Patiently, my father showed me how to add the right proportions of sand, cement and water to mix the mortar he used in laying masonry blocks. I made batches of it in a wheel barrow using a hoe to blend the mixture together. It was hard work for the little wisp of a boy that made up my twelve year old frame. At times, I’d simply be on hand to pass tools to him, and afterwards there were always cleanup jobs. But in my heart I knew that my little bit of help was insignificant. I wanted to do what my father was doing.
Laying those masonry blocks looked so easy. Constant badgering would finally lead to my father giving in. I watched closely how it was done, and then, finally, it happened. Dad stood up, handed me the trowel and said, “Have at it.” It was dumb luck that my first two blocks were set just right. But as I laid the third, and began to go on to the fourth, dad stopped me. Together we walked around to the other side of the wall where it was easier to see how the block I laid was not level with the others in that row. And it was setting crooked. I was all ready to take that one block back out. But dad simply said, “I will take over now.”
My father did not do as you might think. He leveled that askew block, but left it as crooked as a dog’s hind leg. For many years afterwards, whenever I questioned my father’s decisions, he would take me outside the house and together we would look down at that one masonry block that stood out of place from the rest of them. Still today, I wonder at my father’s acceptance of that flaw in our wall, leaving it there, just to have a permanent life lesson for his son. Was I really that important to Him? Today, that out of place block can still be seen. And every time I think of it, there is a warm assurance of my father’s love for me. It is the most beautiful flaw I’ve ever seen.
During this, the fifth decade of my life, more changes have been wrought in who I am than in all the previous decades put together. It’s like running downhill, the further you go the more speed you pick up. At forty years old I was so certain of what I wanted my legacy to be. If only I could be remembered as a man of faith, a servant of God, all would be well. At fifty-seven I now realize that it’s not at all about what I do, but what I allow God to do, in me, and through me.

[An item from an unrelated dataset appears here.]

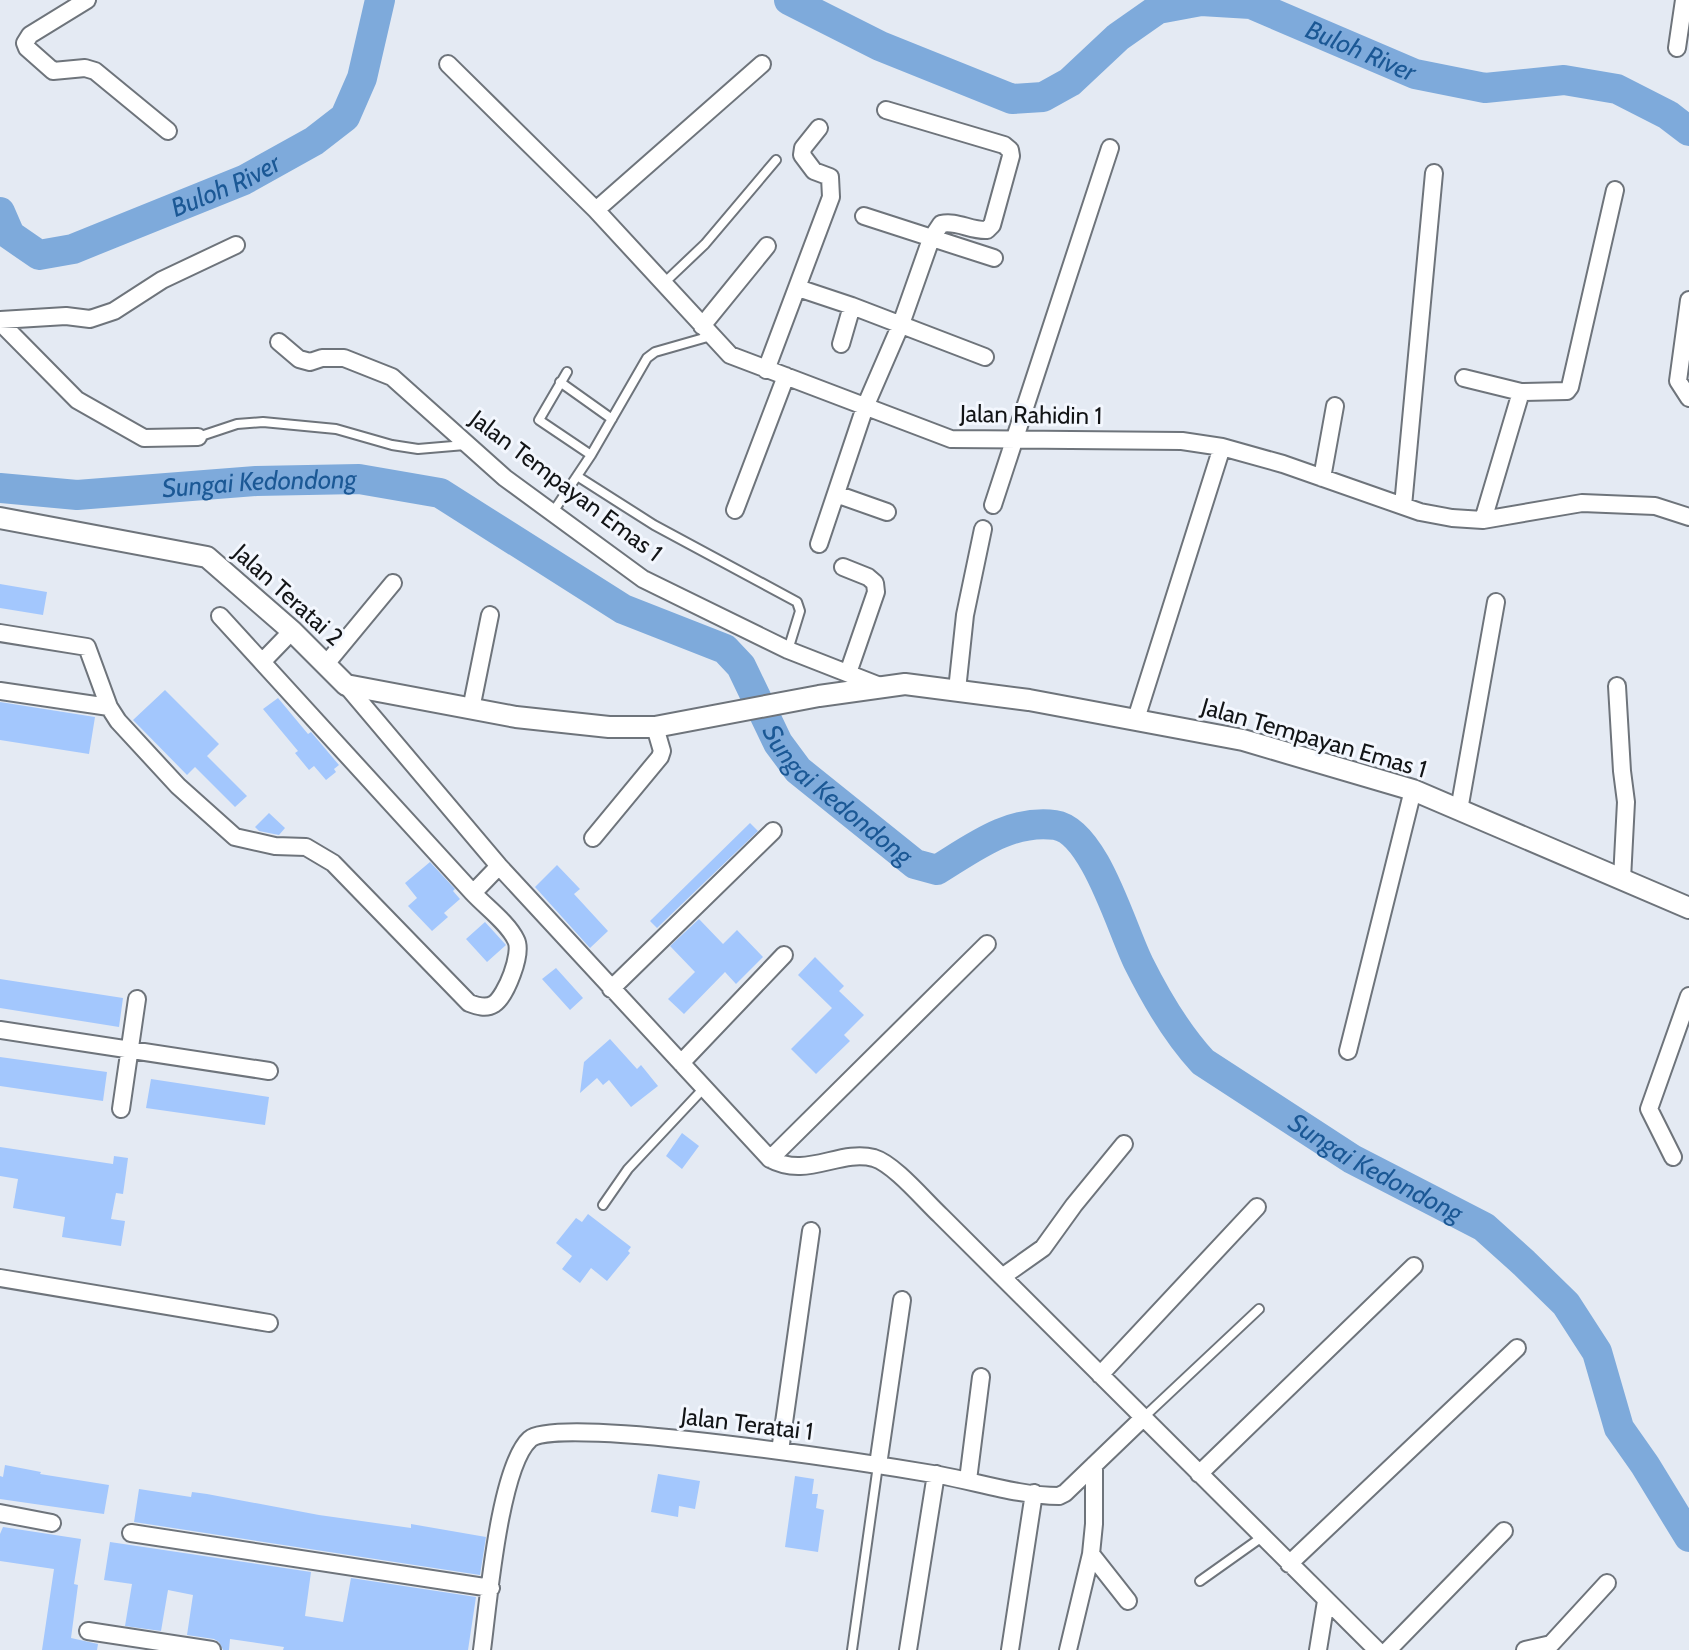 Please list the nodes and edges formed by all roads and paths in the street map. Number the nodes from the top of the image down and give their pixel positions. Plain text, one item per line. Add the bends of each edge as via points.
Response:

If I were to die today, I have no certainty as to what words might be used to describe anything close to a good legacy. We hope to leave behind something of ourselves that indicates we’ve left the world a better place for us having been in it. But I continuously see how inept I am to do anything of eternal significance. It is all accomplished by Christ in me, rather than by me. If there is anything to boast on, it’s merely to be a good helper. I do my best in submitting to God that He may work through me. But I need to stay out of God’s way, and not run out ahead of Him, and make certain I don’t hinder what he is doing. This involves a lot of listening, submitting and remaining available—doing as He directs. It’s the same as when I was helping my earthly father. I still feel rather insignificant in the overall scheme of things, but God thinks differently about you and me.
The bible indicates that each one of us is an important part of God’s plan. He sent His own Son to die in our behalf, that we may be a part of Him, and a part of the work He is doing here on earth.
Thoughts for reflection
1. What flaws or scars do I have that remind me of my Heavenly Father’s love?
2. The book of Revelation indicates that Jesus still has scars from His crucifixion. Why did He keep His scars?
3. Am I taking credit for the things God is doing through me?